NSSL Lane 1 and Lane 2: timelines, pools, and certification

The National Security Space Launch (NSSL) program uses multiple lanes to match provider capability to mission risk and orbit. Lane 1 handles small-to-medium launches for less risky or less-complex missions — often to LEO — and providers in that lane do not need to be certified. In July 2024 the Space Force tapped Blue Origin, SpaceX and United Launch Alliance (ULA) for a Lane 1 pool that runs through June 2029.

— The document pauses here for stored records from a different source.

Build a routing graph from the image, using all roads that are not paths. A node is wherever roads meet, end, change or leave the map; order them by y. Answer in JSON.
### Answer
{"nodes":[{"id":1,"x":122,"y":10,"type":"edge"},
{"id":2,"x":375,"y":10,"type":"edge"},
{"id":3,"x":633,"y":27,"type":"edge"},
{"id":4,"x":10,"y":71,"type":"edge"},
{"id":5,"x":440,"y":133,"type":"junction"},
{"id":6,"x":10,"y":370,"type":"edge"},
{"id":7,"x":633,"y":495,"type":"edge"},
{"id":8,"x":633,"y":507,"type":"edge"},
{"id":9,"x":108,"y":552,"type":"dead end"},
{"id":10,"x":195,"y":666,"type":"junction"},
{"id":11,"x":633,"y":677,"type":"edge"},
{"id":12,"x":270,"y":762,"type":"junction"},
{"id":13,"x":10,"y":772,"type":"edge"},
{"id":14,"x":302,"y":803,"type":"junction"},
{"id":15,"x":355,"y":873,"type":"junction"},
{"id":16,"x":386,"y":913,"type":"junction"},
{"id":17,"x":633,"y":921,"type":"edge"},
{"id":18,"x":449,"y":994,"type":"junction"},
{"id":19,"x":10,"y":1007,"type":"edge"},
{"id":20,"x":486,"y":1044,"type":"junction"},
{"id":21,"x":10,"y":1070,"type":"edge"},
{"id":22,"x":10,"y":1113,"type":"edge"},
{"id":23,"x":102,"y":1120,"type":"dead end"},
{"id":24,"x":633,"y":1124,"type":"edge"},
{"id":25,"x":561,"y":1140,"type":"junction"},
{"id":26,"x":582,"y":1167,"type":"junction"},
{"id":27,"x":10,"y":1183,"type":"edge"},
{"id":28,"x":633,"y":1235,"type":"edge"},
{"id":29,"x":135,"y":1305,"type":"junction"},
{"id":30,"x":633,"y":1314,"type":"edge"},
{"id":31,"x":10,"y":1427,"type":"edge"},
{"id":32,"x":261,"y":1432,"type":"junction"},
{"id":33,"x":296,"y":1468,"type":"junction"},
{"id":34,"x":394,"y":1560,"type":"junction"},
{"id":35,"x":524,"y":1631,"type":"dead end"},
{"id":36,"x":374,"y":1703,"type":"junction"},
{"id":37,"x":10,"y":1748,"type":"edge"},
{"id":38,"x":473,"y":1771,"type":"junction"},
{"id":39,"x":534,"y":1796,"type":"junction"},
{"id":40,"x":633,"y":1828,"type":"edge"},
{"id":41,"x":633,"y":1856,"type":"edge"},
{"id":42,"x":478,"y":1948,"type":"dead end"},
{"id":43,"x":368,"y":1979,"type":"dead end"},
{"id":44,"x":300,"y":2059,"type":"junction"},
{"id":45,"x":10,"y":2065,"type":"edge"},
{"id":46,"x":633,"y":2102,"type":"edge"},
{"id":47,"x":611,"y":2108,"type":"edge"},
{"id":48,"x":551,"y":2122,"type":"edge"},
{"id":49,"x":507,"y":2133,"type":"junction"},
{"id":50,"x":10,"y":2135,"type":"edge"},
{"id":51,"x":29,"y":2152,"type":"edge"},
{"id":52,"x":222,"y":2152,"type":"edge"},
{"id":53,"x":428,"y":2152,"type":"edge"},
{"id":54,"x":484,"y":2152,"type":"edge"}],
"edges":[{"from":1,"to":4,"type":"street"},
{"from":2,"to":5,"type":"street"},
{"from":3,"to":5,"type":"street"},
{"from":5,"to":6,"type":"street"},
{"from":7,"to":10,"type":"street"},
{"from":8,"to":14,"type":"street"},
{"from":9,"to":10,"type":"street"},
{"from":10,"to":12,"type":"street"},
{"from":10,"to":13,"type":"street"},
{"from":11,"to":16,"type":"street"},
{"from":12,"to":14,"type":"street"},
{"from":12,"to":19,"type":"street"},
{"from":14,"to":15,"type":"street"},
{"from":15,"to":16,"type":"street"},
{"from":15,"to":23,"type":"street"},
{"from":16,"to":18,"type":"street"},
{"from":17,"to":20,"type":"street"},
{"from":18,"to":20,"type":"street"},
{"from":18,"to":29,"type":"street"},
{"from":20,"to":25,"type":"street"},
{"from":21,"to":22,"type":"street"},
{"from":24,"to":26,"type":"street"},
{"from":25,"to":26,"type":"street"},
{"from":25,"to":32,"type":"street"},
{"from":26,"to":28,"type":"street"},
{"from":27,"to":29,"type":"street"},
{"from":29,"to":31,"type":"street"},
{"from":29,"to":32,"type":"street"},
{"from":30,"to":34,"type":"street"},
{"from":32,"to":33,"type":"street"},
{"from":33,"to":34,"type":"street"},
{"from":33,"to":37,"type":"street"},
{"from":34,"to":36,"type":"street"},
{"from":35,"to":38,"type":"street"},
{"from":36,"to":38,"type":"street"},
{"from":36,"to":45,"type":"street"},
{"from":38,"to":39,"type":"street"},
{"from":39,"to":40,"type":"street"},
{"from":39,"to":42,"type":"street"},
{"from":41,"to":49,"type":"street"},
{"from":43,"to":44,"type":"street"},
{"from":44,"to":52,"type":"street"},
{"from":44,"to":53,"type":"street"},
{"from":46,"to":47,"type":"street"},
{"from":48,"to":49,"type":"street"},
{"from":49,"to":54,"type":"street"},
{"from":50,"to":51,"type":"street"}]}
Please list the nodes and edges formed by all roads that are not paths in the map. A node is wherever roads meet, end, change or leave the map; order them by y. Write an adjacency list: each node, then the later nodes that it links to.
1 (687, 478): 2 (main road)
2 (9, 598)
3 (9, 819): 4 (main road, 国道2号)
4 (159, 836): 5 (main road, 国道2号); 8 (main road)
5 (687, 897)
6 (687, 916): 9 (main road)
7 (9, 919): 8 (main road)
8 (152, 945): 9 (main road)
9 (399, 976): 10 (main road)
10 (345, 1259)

By contrast, Lane 2 covers high-value, must-go payloads and/or missions to more difficult orbits and requires provider certification. Blue Origin has not yet been certified for Lane 2; the company has completed three of the four successful missions required under its tailored accreditation plan for the service. The Lane 2 pool, contracted in April 2025 to Blue Origin, SpaceX and ULA, envisions 54 missions tasked between fiscal year 2025 and 2029. The service generally awards individual task orders two years prior to a planned mission, and those contract funds extend through FY31.

Immediate setbacks point to Amazon’s LEO constellation and NASA lunar lander testing

Industry observers say the most visible near-term consequences of the pad explosion fall outside national-security manifests. “The most immediate setbacks are to Amazon’s deployment of its LEO [low Earth orbit] constellation and testing of the lunar lander for NASA,” Todd Harrison, senior fellow at the American Enterprise Institute, told reporters.

The Space Force’s own planning also provides a timing buffer: even if Blue Origin needed as long as a year to return to orbit because of pad damage, the service’s current NSSL Phase 3 plans did not envision manifesting New Glenn for national-security missions until 2028 at the earliest.

Fallback options: SpaceX’s Falcon 9 and procurement buffers

Officials and experts point to fallback options that reduce immediate pressure on the Space Force’s launch schedule. “The Space Force always can fall back on SpaceX to carry its payloads,” one industry source said. Todd Harrison reiterated that NSSL “will be okay because it can still rely on the [SpaceX] Falcon 9 workhorse.”

That redundancy is reinforced by how the service structured lane pools and award timing: multiple providers were selected for the same lanes, and task orders are typically issued roughly two years before launch, giving program managers time to reassign missions if a vehicle is delayed.

What this means for the Space Force, Blue Origin, and the NRO

  • Space Force: The service can rely on its multi-provider Lane 1 and Lane 2 structure and on task-order timing to absorb near-term schedule risk, while working with Blue Origin “to help identify the root cause and implement corrective actions,” Col. Eric Zarybnisky, acting Space Force portfolio acquisition executive for space access, said in the service’s release.
  • Blue Origin: The company faces two concurrent tasks: repairing or rebuilding pad infrastructure after the May 28 hot fire anomaly (which industry sources say could take as long as a year) and completing the remaining step in its tailored accreditation plan for Lane 2, where one more successful mission is required.
  • NRO: The agency’s first tasked New Glenn mission remains scheduled for late 2027 to early 2028 under the Lane 1 task order; because Lane 1 launches do not require the same certification milestones as Lane 2, that manifest currently has a timing buffer against the pad mishap.

The May 28 explosion produced a dramatic image and a short-term operational headache for a private launch provider, but the Space Force’s lane structure, the award timing of task orders, and alternate providers such as SpaceX mean the national-security launch slate has room to absorb the shock. The central open question the facts leave is straightforward and concrete: can Blue Origin repair the pad, complete its remaining accreditation milestone, and return New Glenn to flight fast enough to meet the manifest timeline — or will program managers reassign missions in the years leading up to FY28 and beyond?